The colonists later found they were not the first visitors to the system. In 1307 AT, detailed exploration of the system turned up evidence of what was first thought to be alien visitation on Times Square (today known as "Times"), an icy, outer planet. This proved to be the decayed remains of a repair station built by a terrestrial hyperturing in 993 AT. The hyperturing had been another Great Expulsion refugee, one with a faster ship, and had paused at New Brooklyn to refuel and refurbish its debris shield.

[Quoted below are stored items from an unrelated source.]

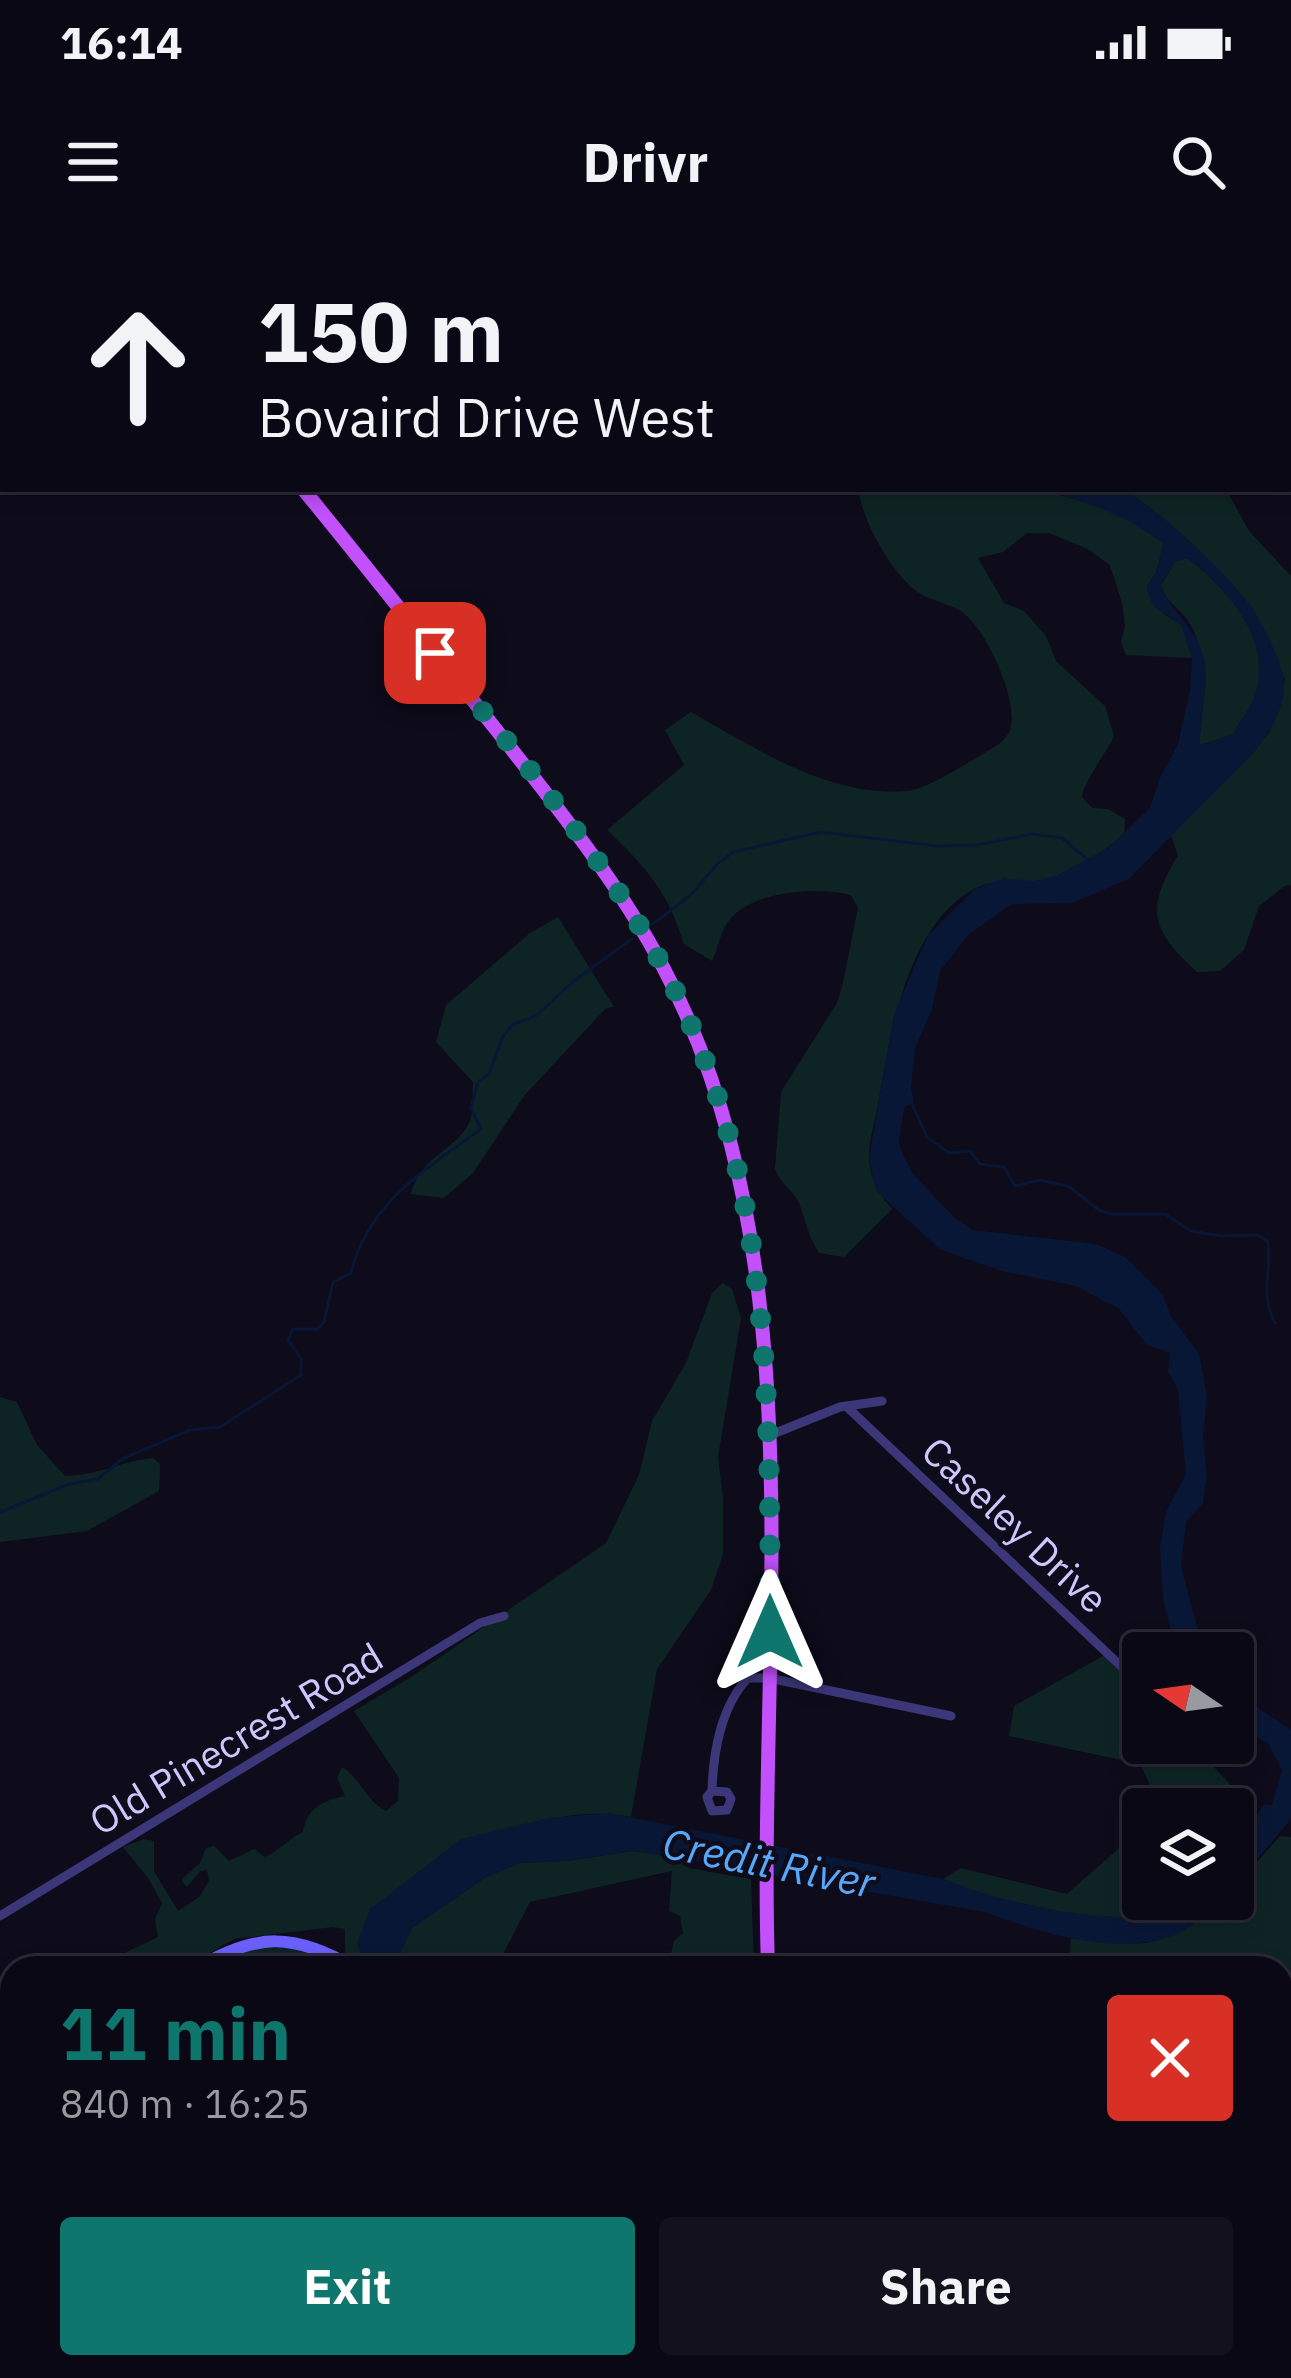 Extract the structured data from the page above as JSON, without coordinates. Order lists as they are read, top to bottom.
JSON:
{
  "streets": {
    "street": ["Caseley Drive", "Old Pinecrest Road"]
  },
  "water": ["Credit River"],
  "north": "left",
  "page": {
    "status": "16:14",
    "header": "Drivr",
    "turn": ["150 m", "Bovaird Drive West"],
    "heading": ["11 min", "840 m · 16:25"],
    "buttons": ["Exit", "Share"]
  }
}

HISTORY: DEVELOPMENT AND BIRTH OF NIEUW AMSTERDAM

During the first 50 years, New Brooklyn had essentially been following a pre-flight construction plan to build up industry, which would in turn afford a good standard of living for the colonists and their descendants. True Von Neumanns were not used, based on the lessons of Alpha Centauri and the Technocalypse, but the colonists made good use of centralized robofactories and bots to exponentially grow their industrial base. Careful planning and libraries of industrial templates gave the colony good technological breadth and depth while turing-grade AIs filled in gaps in the colonists' skill set. The years in the post-arrival educational virch world converted scions of the pre-Expulsion Terran leisure economy into industrious workers.

Bronx Skyhooks
Image from Steve Bowers
The first stages in the construction of the static orbital rings around Bronx; eventually these structures would form two continuous rings, one far above stationary orbital height, and one far below, linked by tethers.
By 1450 AT, the gas mining skyhooks around Bronx had habitats large enough to hold most of colonists. After a series of hotly-contested elections that civilly overthrew the authoritarian political machine that had dominated the republic for decades, the "iced" colonists were "thawed" and given artificial bodies in the habitats. The "thawing" process actually happened over a period of 20 years so the surge of malcontents and unproductive citizens could be absorbed without social disruption.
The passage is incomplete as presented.